Syntagma Digital
LifeTimes
Art NYC

Bauhaus 1919-1933 Workshops for Modernity @ MoMA

I was invited to MoMA today, as a member of the press, for the preview of Bauhaus 1919-1933 Workshops for Modernity, opening  November 8th, running till January 25th, 2009.   I took a lot of video footage and here’s what I decided to save (decided not to upload footage I took of the curators, Barry Bergdoll and Leah Dickerman, focusing instead, on my own experience of the Bauhaus works).

The main site for the Bauhaus exhibition is not officially published yet, but is live and has pictures of the entire collection along with an interactive timeline and a download of the entire checklist (pictures and attribution) for the entire show.

There’s also a few other related resources that MoMA is making available for this show including the Bauhaus Lab, an ongoing series of hands-on art-making workshops led by artists, educators, and art historians on subjects that were actually taught at the Bauhaus, such as color theory, graphic design, photography, drawing integral to the Bauhaus practice.   Included are two special workshops in January 2010 conducted by Ati Gropius Johansen, daughter of Walter Gropius and deciple of Joseph Albers, using Alber’s color and 3-D curriculum.

The Bauhaus Lounge, a relaxing space for further exploration of Bauhaus artists, located on the first floor of the museum, is furnished with chairs, tables and couches designed by Bauhaus faculty, and is a place you can relax and taken in the stuff you just saw.

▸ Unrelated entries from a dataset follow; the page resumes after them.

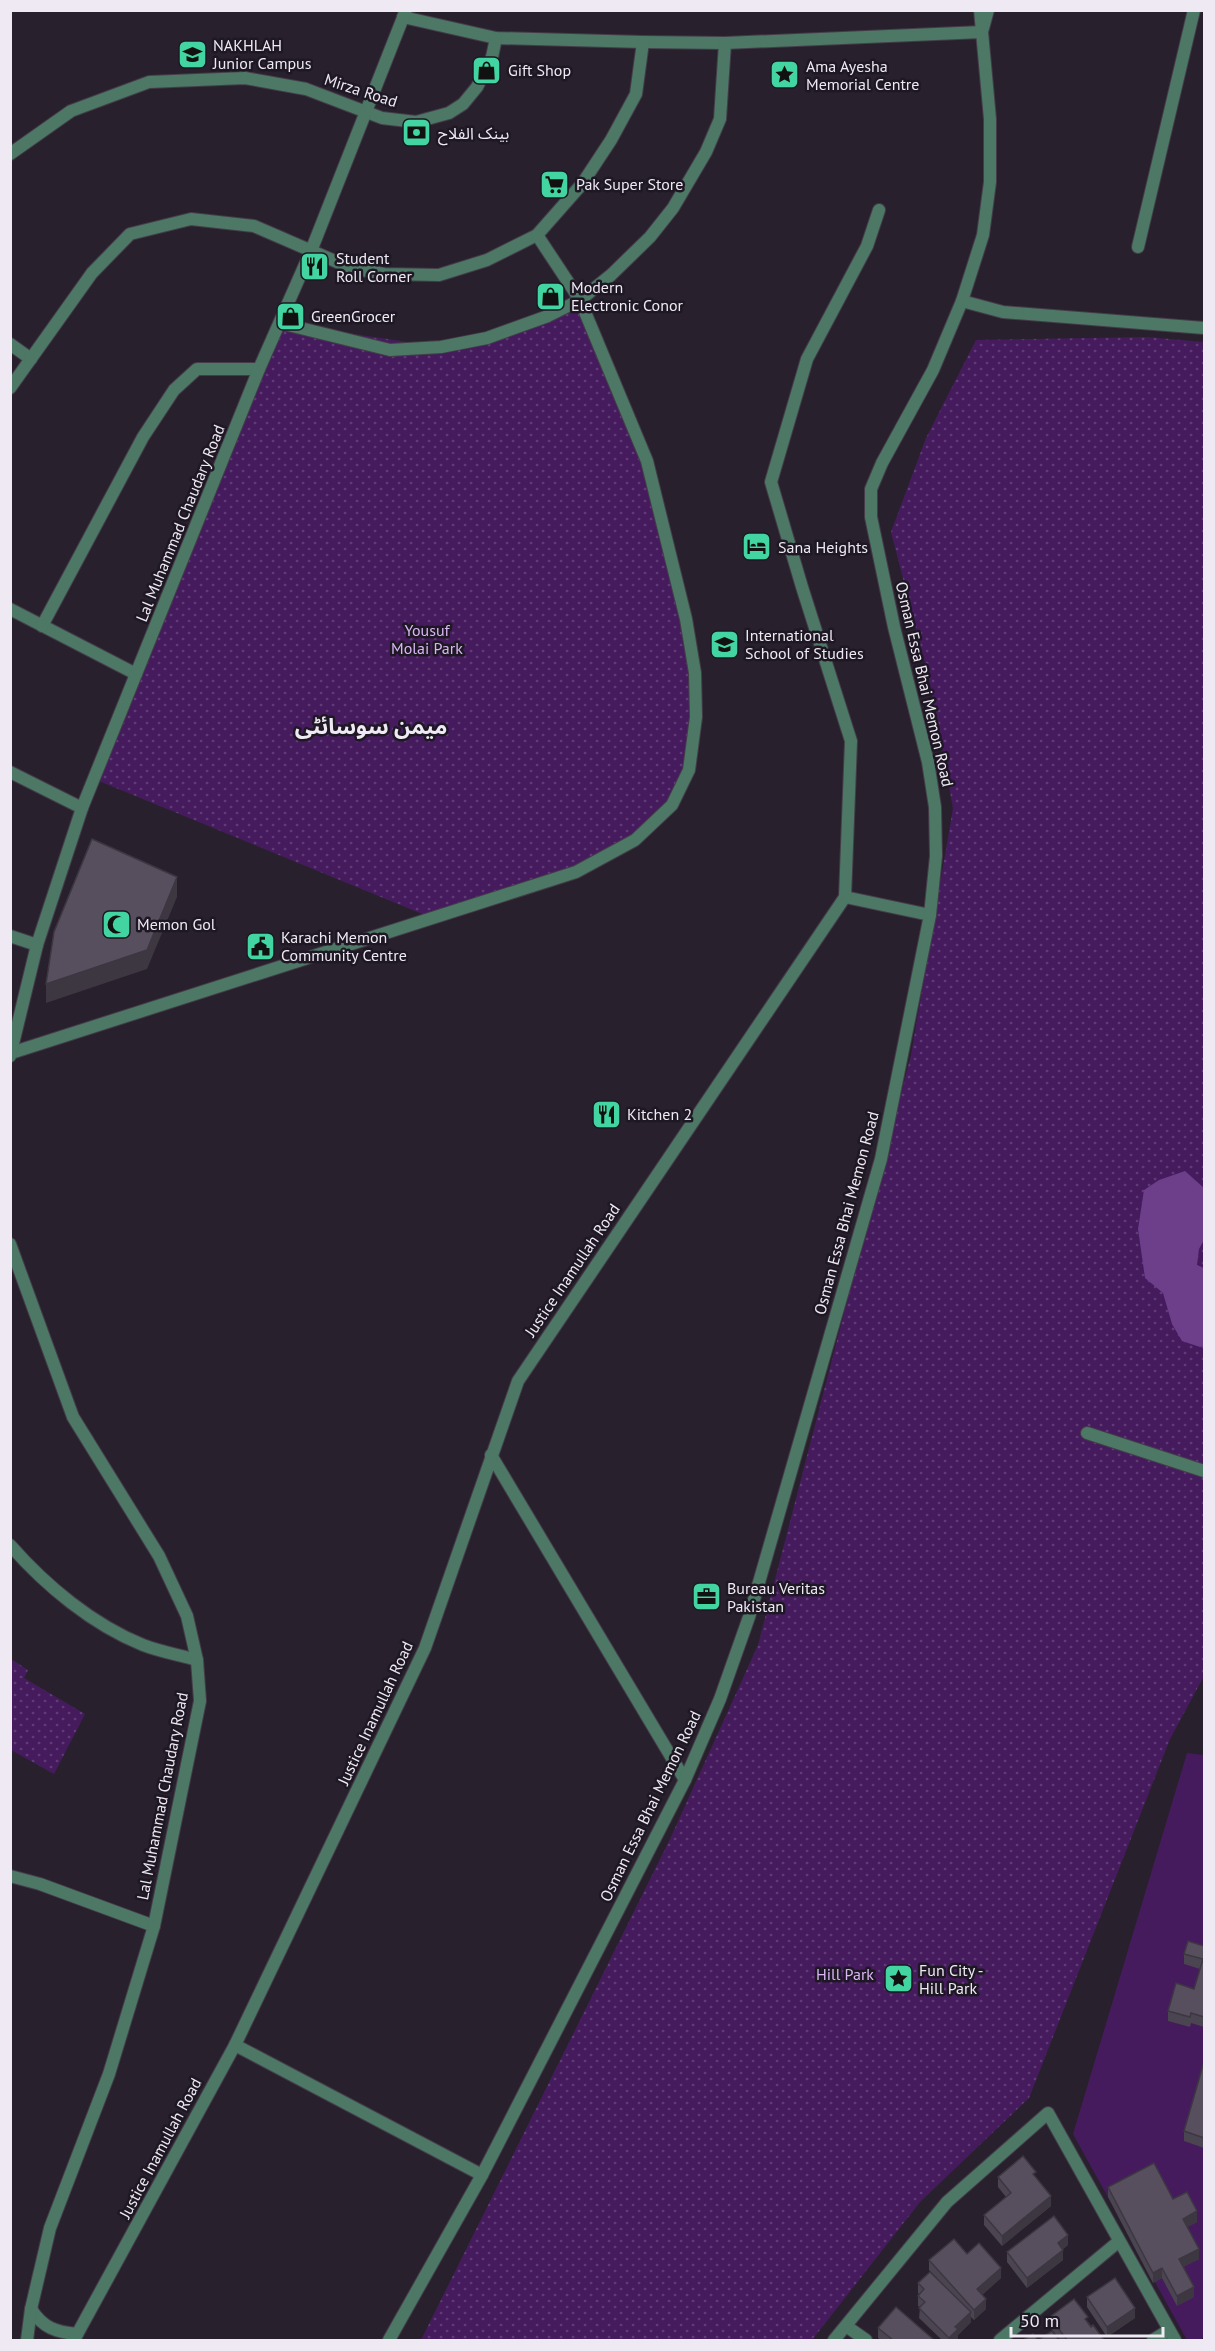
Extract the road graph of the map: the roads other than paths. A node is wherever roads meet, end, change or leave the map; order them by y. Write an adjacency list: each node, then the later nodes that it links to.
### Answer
1 (980, 10): 5 (street, Osman Essa Bhai Memon Road)
2 (988, 10): 5 (street)
3 (1194, 10): 13 (street)
4 (405, 14): 6 (street); 9 (street, Lal Muhammad Chaudary Road)
5 (982, 32): 8 (street); 16 (street, Osman Essa Bhai Memon Road)
6 (496, 38): 7 (street); 9 (street, Mirza Road)
7 (643, 42): 8 (street); 12 (street)
8 (725, 43): 15 (street)
9 (366, 112): 10 (street, Mirza Road); 14 (street, Lal Muhammad Chaudary Road)
10 (10, 154)
11 (879, 210): 28 (street)
12 (537, 235): 14 (street); 15 (street)
13 (1138, 248)
14 (311, 251): 17 (street, Lal Muhammad Chaudary Road); 20 (street)
15 (580, 300): 17 (street); 32 (street)
16 (962, 302): 18 (street); 29 (street, Osman Essa Bhai Memon Road)
17 (279, 323): 21 (street, Lal Muhammad Chaudary Road)
18 (1204, 328)
19 (10, 344): 20 (street)
20 (31, 359): 22 (street)
21 (259, 369): 24 (street); 25 (street, Lal Muhammad Chaudary Road)
22 (10, 388)
23 (10, 609): 24 (street)
24 (42, 626): 25 (street)
25 (136, 674): 27 (street, Lal Muhammad Chaudary Road)
26 (10, 772): 27 (street)
27 (82, 808): 31 (street, Lal Muhammad Chaudary Road)
28 (845, 897): 29 (street); 35 (street, Justice Inamullah Road)
29 (930, 915): 39 (street, Osman Essa Bhai Memon Road)
30 (10, 936): 31 (street)
31 (37, 945): 32 (street, Lal Muhammad Chaudary Road)
32 (11, 1055)
33 (10, 1244): 38 (street, Lal Muhammad Chaudary Road)
34 (1087, 1433): 36 (street)
35 (491, 1455): 39 (street); 42 (street, Justice Inamullah Road)
36 (1204, 1471)
37 (10, 1545): 38 (street)
38 (197, 1659): 41 (street, Lal Muhammad Chaudary Road)
39 (685, 1780): 43 (street, Osman Essa Bhai Memon Road)
40 (10, 1876): 41 (street)
41 (154, 1926): 45 (street, Lal Muhammad Chaudary Road)
42 (235, 2045): 43 (street); 48 (street, Justice Inamullah Road)
43 (482, 2175): 50 (street, Osman Essa Bhai Memon Road)
44 (1118, 2242): 46 (street); 47 (street); 53 (street)
45 (31, 2309): 48 (street); 49 (street, Lal Muhammad Chaudary Road)
46 (846, 2326): 51 (street); 52 (street)
47 (1172, 2335): 54 (street)
48 (75, 2337)
49 (27, 2340)
50 (389, 2340)
51 (834, 2340)
52 (866, 2340)
53 (1000, 2340)
54 (1154, 2340)

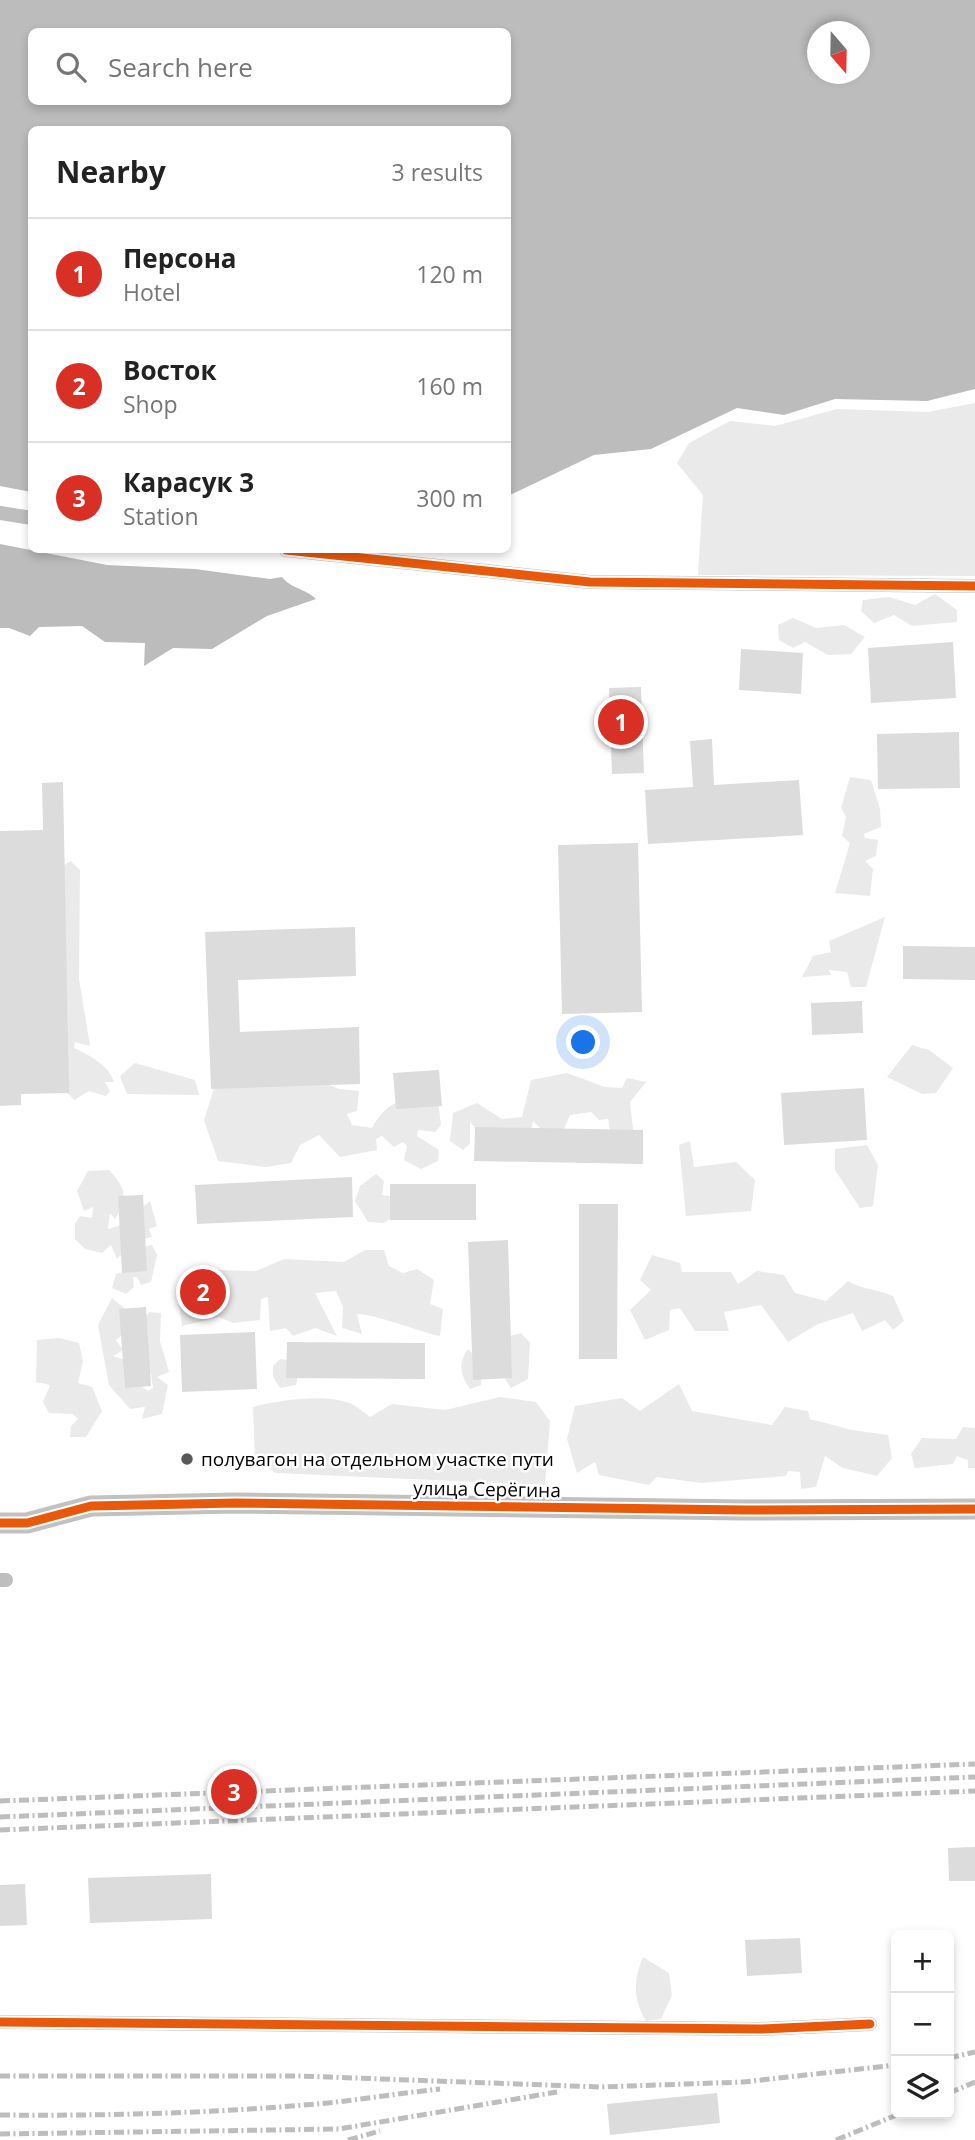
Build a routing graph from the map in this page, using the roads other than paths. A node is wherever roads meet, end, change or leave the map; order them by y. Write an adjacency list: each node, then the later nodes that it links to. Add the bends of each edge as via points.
1 (0, 513): 2 (street)
2 (28, 516)
3 (314, 553): 4 (street, via 590,582)
4 (975, 586)
5 (975, 1509): 6 (street, улица Серёгина, via 222,1503 91,1506 27,1523)
6 (0, 1523)
7 (0, 2022): 8 (street, via 761,2029)
8 (870, 2024)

There are also related events occurring around the exhibition such as Josef Albers Color Workshop, Learning to See: They Dynamics of Color and a very unusual workshop on Woman and The Bauhaus (you don’t hear of too many woman at the Bauhaus).

111moma

Wanted to mention some ideas that came to me while walking through Bauhaus 1919-1933 Workshops for Modernity @ MoMA.   For one thing, the chart above shows the merging of fine art and applied arts, together and the specific ordering of the classes being offered at The Bauhaus.   The idea of having a school of experimentation where new ideas can be tested in within a  multidisciplinary  team, where all are equal, is not new, but it’s fascinating how well the Bauhaus pulled it off.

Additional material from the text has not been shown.